By Dorothy Day
The Catholic Worker, March 1939, 1, 4.
Summary: Describes a mission being preached in a nearby Church. Feels love for the poor ones in attendance seeing them as brothers of Christ. Explains why she prays for those who have committed suicide. Makes an appeal for funds. (DDLW #341).
We rejoice to announce the opening of four new houses this month, in Akron, Cleveland, Toledo and Hamilton, Ontario. We want many more, little ones. They should all be small in order that there may be a semblance of family life. Our model after all is the holy Family at Nazareth.
They are having a mission at Transfiguration on Mott Street. It began last week, a Jesuit Fr. McGrath conducting it. He is very good, preaching in popular fashion yet dealing with profound truths. One night it was the desire we all have for life, knowledge and love. Another night, mortal sin. And so on.
The men from the Bowery were there on one side of the church They cling close to the statues of the saints. They were ragged, dirty, jobless, most of them, – longshore workers, teamsters, gaudy dancers, sand hogs, restaurant workers, men who had led hard lives. There were Irish, Italian, Poles, Hungarians, Slavs. There were young and old, men and women, single and married.
Last night I sat next to some of the Bowery men, living on relief in lodging houses or sleeping in doorways. They were as poor, as destitute, as down and out as a man can get. How close they are to our Lord!
Christ was a man so much like other men that it took the kiss of a Judas to single Him out, Mauriac wrote.
He was like that man in the pew beside me. He was as like him as his brother. He was His brother. And I felt Christ in that man beside me and loved him.

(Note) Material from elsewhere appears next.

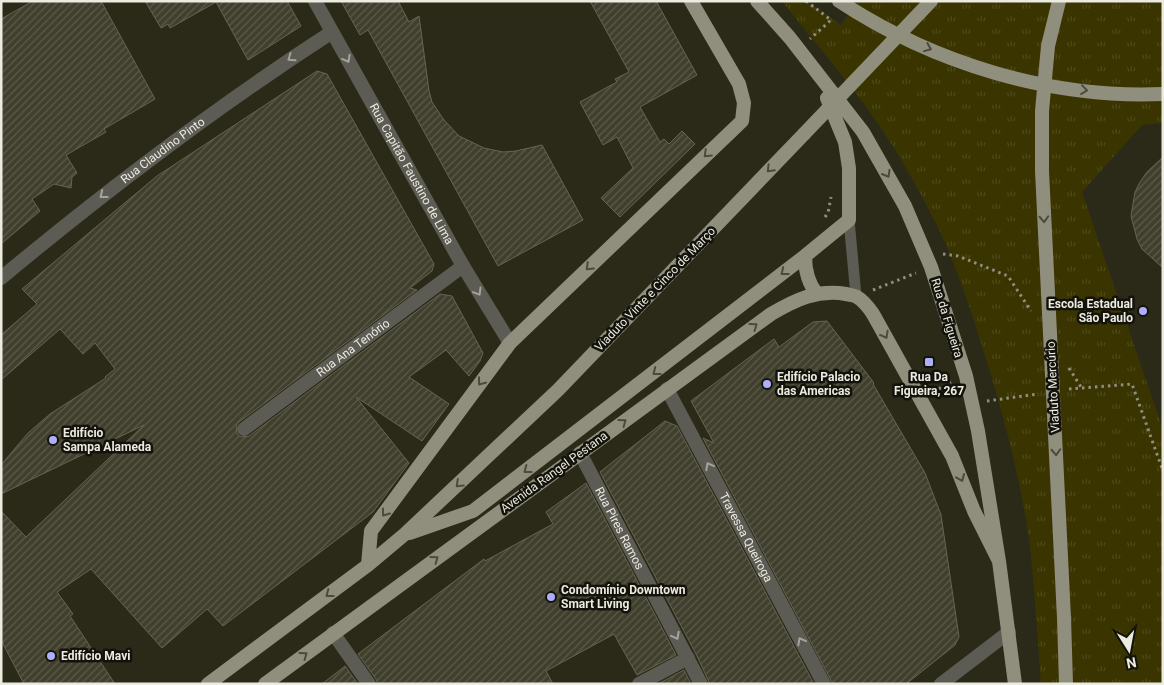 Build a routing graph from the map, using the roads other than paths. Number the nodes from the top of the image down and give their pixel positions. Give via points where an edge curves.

Every morning I break my fast with the men on the breadline. Some of them speak to me, many do not. But they know me and I know them. And there is a sense of comradeship there. We “know each other in the breaking of bread.” It is good to see some of the men making the mission.
St. Teresa said she so loved to hear the word of God preached that she could listen with enjoyment to the poorest preacher. I know what she meant. Just as long as it is the word of God, and not politics, finances and labor discussions from the altar. On the first Sunday in Lent our Italian priest spoke to us on “too much eatings, too much drinkings,” and how we should make our souls strong. He was very simple and very good.
And this mission priest is good and the congregation love him When he gives them his blessing at the close of every evening, and says good-night, they all answer from the pews, “good-night.”
I have a very bad habit of conversing with the preacher in my mind as I listen to him and sometimes contradicting him. Tonight for instance, he told a story of sudden death to a person in mortal sin, and the hopelessness of the loved one left behind. And I remembered suddenly a young boy I knew who had committed suicide. I had asked a priest afterward as to praying for a suicide, and he said, “There is no time with God, and perhaps He foresees the prayers you will say and so gave him time to turn to Him at that last moment with love and longing and repentance.”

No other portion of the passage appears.